DESCRIPTION OF THE TASK =>
A copy is needed of each line in the records that has the word "street".

GIVEN DATA Block Start

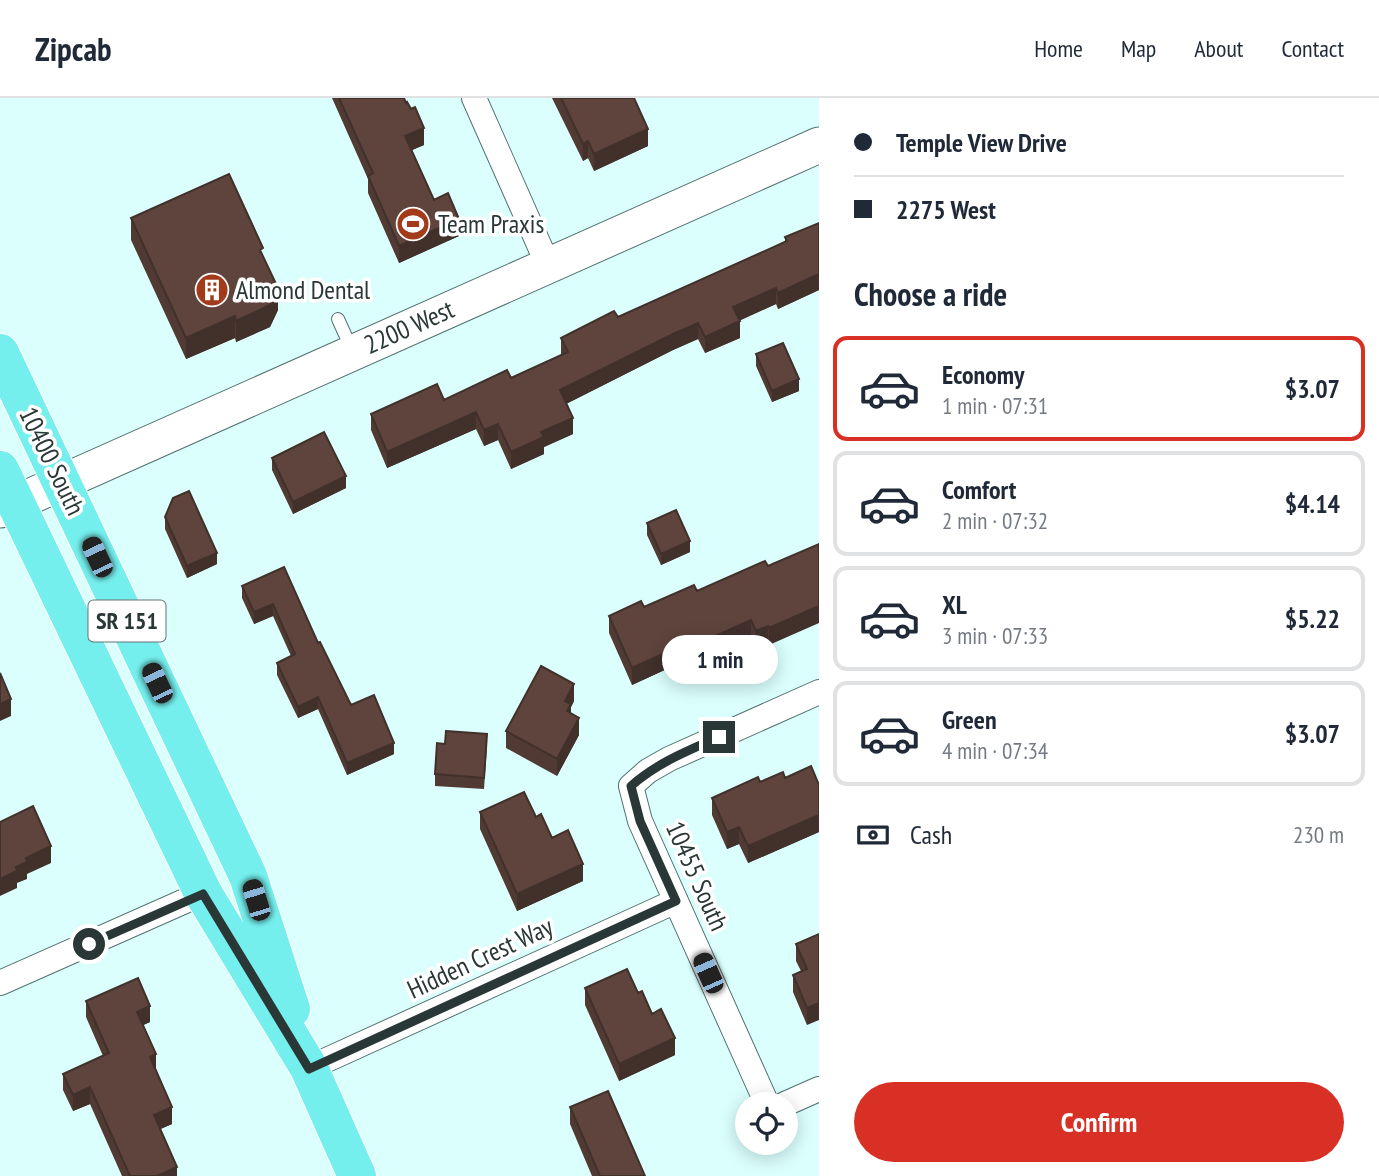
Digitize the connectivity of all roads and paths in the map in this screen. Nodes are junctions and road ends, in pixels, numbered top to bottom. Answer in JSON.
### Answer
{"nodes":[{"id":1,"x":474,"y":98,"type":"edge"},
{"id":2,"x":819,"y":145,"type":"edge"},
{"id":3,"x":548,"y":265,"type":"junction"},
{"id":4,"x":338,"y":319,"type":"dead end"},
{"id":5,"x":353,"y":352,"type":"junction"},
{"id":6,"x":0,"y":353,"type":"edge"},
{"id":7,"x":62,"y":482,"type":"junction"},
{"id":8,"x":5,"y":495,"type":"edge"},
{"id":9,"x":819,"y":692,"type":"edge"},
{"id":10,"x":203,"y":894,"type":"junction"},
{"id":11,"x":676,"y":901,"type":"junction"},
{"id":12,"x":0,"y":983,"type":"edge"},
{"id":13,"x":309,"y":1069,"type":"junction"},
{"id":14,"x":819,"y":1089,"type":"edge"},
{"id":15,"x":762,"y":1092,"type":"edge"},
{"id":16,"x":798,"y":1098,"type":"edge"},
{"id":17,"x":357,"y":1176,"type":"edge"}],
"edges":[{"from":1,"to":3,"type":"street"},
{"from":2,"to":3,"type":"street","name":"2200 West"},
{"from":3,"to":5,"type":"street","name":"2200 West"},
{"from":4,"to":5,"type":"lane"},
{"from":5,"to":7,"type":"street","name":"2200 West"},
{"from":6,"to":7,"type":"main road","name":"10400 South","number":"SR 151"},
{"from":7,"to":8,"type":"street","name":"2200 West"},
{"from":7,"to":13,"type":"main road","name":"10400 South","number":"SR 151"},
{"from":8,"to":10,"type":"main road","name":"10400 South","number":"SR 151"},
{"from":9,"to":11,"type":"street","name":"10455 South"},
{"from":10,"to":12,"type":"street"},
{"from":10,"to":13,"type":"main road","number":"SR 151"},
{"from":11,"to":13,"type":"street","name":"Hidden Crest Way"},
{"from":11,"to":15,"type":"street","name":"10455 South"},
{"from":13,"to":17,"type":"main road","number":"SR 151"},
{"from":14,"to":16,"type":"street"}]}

GIVEN DATA Block End

OUTPUT FOR THIS EXERCISE =>
"edges":[{"from":1,"to":3,"type":"street"},
{"from":2,"to":3,"type":"street","name":"2200 West"},
{"from":3,"to":5,"type":"street","name":"2200 West"},
{"from":5,"to":7,"type":"street","name":"2200 West"},
{"from":7,"to":8,"type":"street","name":"2200 West"},
{"from":9,"to":11,"type":"street","name":"10455 South"},
{"from":10,"to":12,"type":"street"},
{"from":11,"to":13,"type":"street","name":"Hidden Crest Way"},
{"from":11,"to":15,"type":"street","name":"10455 South"},
{"from":14,"to":16,"type":"street"}]}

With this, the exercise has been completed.